The article is divided into six sections. In section 2, the theoretical fundament of the argumentation is explained, connecting the debate on the SI state to the implementation perspective on public policymaking. Section 3 uses the policy capacity approach (Wu et al., 2018) as a starting point to develop an analytical framework for assessing the (changes of the) operative capacities of policy implementing organisations. In section 4, the framework is applied to compare the impact of administrative reforms in Germany and France since the early 2000s on the operative capacities of the organisations charged with implementing social service policies for the LTU. Section 5 discusses the findings, mixing both the long-term and cross-country perspective. It shows that the (recent) German reform path of combining central steering responsibility with local scope for action can be promising, but that, overall, implementation organisations in both states lack the operative capacities for resiliently designing tailor-made social service offers. Based on this, section 6 concludes that making the social investment state applicable still has a long way to go.
Theoretical fundament: three dimensions of implementing social investment
In the debate on social investment as a paradigm of the welfare state (Garritzmann et al., 2022a, 2022b; Hemerijck, 2018), three functions of SI policy are placed in the foreground: first, the organisation and provision of individual basic income security (‘buffer’), which basically relates to the classic Keynesian-Beveridgean (Hemerijck, 2018: 810) model of the post-Second World War (re-)distributive welfare state and also to its neoliberal antipole model (ibidem) 2 ; second, the active support for labour market (re-)integration, including the management of the transition of individuals from one employment or unemployment or training into another or new employment (‘flow’); and third, the support of employees through the guaranteed provision of ‘capacitating social services’ in various life situations (‘stock’) (Hemerijck, 2018: 816–817).

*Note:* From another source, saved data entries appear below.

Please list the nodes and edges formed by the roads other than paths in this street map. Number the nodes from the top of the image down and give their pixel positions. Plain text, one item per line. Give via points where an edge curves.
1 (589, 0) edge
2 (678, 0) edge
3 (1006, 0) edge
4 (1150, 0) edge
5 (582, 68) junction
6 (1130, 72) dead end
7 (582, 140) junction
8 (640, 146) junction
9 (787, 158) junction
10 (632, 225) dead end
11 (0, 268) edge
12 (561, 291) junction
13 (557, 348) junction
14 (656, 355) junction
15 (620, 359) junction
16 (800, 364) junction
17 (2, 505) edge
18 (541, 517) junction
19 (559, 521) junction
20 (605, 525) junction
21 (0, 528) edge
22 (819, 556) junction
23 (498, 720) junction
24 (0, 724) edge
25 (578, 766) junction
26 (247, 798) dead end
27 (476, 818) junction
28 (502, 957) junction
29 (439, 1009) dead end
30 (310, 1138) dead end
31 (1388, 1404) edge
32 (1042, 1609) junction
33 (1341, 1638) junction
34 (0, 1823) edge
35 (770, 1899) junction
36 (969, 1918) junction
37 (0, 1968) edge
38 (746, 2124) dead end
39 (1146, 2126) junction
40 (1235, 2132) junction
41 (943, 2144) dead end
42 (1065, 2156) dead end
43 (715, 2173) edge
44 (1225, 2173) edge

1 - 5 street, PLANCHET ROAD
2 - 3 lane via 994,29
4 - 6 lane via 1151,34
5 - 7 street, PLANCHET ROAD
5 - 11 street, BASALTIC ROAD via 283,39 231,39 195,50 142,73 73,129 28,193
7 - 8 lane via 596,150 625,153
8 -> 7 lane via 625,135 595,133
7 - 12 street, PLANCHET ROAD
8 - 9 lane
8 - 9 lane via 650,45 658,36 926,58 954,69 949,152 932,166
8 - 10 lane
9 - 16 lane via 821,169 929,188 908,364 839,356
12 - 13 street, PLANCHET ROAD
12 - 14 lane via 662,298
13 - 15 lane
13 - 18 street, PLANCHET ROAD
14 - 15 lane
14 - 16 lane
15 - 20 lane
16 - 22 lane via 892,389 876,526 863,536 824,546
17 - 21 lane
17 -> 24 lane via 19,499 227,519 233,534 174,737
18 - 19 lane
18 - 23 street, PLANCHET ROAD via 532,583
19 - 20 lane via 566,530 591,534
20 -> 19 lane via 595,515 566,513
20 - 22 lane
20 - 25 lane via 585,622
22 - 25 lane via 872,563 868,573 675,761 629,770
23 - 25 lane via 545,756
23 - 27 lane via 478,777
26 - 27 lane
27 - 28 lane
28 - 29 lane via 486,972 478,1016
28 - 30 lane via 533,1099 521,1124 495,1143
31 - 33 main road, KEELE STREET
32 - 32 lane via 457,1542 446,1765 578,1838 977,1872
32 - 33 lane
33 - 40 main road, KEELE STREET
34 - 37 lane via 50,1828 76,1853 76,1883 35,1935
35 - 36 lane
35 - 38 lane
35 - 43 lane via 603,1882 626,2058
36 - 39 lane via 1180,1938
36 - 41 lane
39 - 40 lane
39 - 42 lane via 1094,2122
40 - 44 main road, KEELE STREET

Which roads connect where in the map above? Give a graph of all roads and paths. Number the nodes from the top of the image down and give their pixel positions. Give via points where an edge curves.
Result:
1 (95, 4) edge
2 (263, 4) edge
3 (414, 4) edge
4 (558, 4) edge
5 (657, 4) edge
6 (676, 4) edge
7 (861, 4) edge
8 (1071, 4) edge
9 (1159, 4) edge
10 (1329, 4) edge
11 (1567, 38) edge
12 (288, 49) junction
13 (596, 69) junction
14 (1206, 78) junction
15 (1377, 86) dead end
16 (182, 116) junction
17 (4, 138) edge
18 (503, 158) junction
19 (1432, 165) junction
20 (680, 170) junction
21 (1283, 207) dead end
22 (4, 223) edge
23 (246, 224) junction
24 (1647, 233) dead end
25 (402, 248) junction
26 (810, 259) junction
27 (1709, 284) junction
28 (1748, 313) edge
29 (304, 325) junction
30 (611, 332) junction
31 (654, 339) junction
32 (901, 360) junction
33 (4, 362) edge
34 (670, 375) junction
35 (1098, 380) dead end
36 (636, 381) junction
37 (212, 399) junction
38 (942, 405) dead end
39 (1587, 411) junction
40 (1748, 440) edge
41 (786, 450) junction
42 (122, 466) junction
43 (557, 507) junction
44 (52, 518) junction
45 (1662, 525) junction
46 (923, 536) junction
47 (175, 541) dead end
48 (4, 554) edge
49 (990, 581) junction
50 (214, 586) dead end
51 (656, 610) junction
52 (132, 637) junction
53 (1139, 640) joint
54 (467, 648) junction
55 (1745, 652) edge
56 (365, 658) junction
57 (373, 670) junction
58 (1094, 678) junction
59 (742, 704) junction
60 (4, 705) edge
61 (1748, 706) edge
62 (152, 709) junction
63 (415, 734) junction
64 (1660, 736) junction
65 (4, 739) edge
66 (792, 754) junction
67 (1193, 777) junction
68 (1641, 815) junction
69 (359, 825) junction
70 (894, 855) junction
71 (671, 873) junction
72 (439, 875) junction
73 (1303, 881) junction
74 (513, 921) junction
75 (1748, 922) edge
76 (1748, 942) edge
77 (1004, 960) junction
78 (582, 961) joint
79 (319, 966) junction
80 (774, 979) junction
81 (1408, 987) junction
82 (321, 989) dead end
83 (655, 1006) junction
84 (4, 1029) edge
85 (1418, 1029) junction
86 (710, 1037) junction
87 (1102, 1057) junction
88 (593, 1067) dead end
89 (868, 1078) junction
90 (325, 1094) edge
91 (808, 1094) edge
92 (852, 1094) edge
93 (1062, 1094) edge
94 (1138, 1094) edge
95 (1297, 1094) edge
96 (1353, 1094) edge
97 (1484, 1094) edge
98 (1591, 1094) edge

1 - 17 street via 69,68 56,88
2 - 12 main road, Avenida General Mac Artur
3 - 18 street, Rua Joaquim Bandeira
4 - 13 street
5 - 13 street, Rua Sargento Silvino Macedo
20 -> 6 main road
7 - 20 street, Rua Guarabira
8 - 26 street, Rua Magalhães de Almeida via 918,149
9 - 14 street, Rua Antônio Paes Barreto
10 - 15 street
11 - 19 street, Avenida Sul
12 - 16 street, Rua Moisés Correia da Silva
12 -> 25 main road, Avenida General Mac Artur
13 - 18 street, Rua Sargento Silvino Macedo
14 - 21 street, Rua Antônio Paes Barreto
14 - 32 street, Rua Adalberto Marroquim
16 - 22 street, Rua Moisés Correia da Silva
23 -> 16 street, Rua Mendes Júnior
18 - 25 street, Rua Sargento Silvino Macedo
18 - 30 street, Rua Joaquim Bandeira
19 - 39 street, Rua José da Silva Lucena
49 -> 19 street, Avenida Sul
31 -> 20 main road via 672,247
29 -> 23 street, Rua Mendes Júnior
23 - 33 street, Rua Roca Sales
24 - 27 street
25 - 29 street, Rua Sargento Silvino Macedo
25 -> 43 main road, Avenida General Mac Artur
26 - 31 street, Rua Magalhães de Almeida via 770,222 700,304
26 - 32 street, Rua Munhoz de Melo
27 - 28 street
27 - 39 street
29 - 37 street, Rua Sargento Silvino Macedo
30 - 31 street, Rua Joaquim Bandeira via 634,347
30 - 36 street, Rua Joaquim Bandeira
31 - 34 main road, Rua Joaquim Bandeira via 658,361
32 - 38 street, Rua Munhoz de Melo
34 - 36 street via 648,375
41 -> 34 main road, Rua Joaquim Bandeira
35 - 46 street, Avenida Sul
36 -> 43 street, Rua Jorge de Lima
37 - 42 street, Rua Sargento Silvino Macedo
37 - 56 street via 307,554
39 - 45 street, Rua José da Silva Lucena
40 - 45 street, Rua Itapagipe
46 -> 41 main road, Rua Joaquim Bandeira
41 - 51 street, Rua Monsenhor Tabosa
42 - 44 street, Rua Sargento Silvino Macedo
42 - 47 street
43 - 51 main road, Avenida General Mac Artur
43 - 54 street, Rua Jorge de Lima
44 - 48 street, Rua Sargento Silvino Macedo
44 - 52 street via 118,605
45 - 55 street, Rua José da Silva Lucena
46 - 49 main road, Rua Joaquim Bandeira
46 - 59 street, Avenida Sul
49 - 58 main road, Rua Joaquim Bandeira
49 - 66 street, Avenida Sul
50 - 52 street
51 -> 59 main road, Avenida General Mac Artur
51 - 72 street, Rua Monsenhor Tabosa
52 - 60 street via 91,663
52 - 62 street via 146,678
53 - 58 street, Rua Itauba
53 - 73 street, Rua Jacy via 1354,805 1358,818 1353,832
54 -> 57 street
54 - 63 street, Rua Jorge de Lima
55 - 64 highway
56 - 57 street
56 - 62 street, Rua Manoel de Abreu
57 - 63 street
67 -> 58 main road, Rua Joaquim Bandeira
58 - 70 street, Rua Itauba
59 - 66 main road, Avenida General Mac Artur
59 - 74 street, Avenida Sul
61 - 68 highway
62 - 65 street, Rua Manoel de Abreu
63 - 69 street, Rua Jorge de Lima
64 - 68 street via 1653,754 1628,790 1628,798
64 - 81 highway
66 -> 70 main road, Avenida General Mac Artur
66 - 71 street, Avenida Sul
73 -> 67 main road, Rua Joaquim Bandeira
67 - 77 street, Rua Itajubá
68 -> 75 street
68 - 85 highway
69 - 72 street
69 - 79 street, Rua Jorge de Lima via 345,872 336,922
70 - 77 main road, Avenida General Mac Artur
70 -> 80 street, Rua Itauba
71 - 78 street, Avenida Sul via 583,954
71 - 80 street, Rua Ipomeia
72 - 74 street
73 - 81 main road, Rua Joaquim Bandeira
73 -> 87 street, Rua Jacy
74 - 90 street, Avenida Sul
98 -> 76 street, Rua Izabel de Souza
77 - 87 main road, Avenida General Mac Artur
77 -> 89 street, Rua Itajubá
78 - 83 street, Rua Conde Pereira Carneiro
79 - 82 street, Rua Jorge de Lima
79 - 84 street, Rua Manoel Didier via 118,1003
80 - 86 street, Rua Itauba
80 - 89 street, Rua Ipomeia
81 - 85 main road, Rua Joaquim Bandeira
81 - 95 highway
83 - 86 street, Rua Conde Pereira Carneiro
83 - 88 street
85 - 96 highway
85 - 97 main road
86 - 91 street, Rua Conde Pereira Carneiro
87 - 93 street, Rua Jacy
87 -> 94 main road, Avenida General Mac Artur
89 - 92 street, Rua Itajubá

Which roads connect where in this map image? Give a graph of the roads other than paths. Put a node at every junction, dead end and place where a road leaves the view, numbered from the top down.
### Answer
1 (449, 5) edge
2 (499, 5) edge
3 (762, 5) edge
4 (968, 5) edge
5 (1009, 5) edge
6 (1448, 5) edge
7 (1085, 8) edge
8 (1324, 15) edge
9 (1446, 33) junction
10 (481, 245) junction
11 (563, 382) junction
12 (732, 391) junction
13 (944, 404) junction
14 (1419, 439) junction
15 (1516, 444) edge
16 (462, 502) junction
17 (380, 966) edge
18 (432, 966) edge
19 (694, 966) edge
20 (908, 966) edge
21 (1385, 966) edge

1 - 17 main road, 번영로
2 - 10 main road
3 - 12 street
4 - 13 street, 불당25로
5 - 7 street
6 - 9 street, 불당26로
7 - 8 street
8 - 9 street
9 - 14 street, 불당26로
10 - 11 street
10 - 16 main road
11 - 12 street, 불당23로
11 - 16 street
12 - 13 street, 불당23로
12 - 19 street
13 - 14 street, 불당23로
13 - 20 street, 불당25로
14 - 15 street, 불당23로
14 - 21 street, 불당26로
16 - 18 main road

While this encompasses the full range of functions that the modern welfare state is, in principle, supposed to fulfil, proponents of the SI concept speak of it as a paradigm change (cf. Garritzmann et al., 2022a, 2022b; Hemerijck, 2018). They argue that the concept has the potential to make the welfare state more resilient in the face of persistently complex social and economic challenges, precisely because it focuses primarily on social services (flow and stock). As compared to the classic, passive function of wealth (re-)distribution via financial transfers, social services are seen as active, targeted means of the welfare state to overcome individual hardship and to increase the well-being of individuals as well as, based on this, of society and the economy overall. And this – so the argument goes in reaction to the critics of the SI concept (cf. Bothfeld and Rouault, 2015; Saraceno, 2015) – particularly promotes the opportunities of disadvantaged groups (e.g. single parents, people at risk of poverty, minorities). Social investment, seen from this broad perspective (cf. Hemerijck, 2018: 815–818), is said to pay off not only in the short run with regard to less needy groups, but also in the longer term with explicit regard to more vulnerable groups (Plavgo and Hemerijck, 2021). Ultimately, it is believed that SI can improve social and gender equality and can ensure the effective integration particularly of socially weak people (ibidem).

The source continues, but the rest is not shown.